Linguaggi transmentali come lo Zaùm di
Chlébnikov, poeta a cui Toti dedicherà il suo ultimo lavoro prodotto
dalla RAI, Squeezangezaùm, 1989, titolo di sapore futurista che assembla
richiami a Chlébnikov e nomi di effetti elettronici, come appunto lo
Squeezoom. «Lirica era l’esistenza ancora, nessuno era autore di niente e
tutti autori di tutto» dice la voce di Gianni Toti in Incatenata alla
pellicola. Fra quelle utopie c’era anche quella di un cinema che
riattivasse e capovolgesse sguardi e pensieri contro la logica dello
spettacolo e del profitto («il cinema è un atleta», scriveva
Majakovskij) e poi quella di un video (il cuore di Tèlema, appunto)

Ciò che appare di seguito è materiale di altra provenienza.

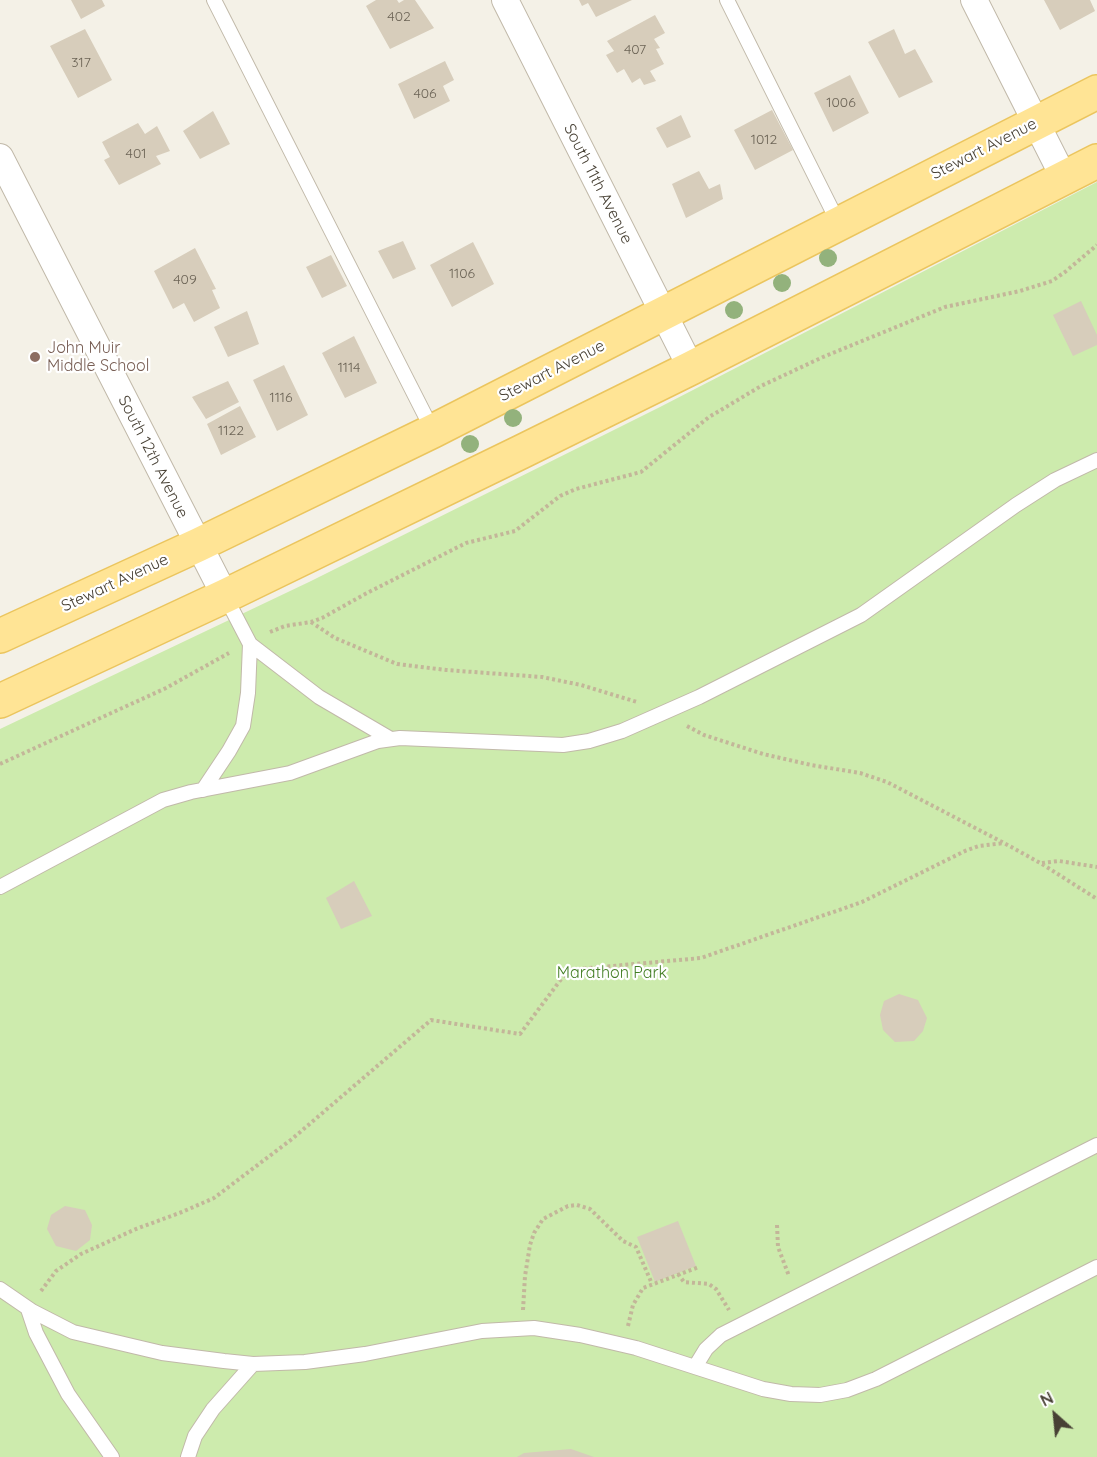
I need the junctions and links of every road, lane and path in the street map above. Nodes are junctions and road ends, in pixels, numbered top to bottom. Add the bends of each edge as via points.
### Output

capace di raccoglierne le eredità. Ha funzionato, il sole elettronico?
La
RAI non ha mai mandato in onda la «Trilogia majakovskiana», né gli
altri lavori di Toti. Tanto che lui negava, polemicamente, di aver mai
lavorato per la Sperimentazione Programmi.
E intanto Majakovskij e
Lili Brik nei videopoemi a loro dedicati si guardano all’infinito,
«verso quell’avvenire, dice ancora Toti, che non può dirsi avvenuto…
verso l’in-avvenuto…»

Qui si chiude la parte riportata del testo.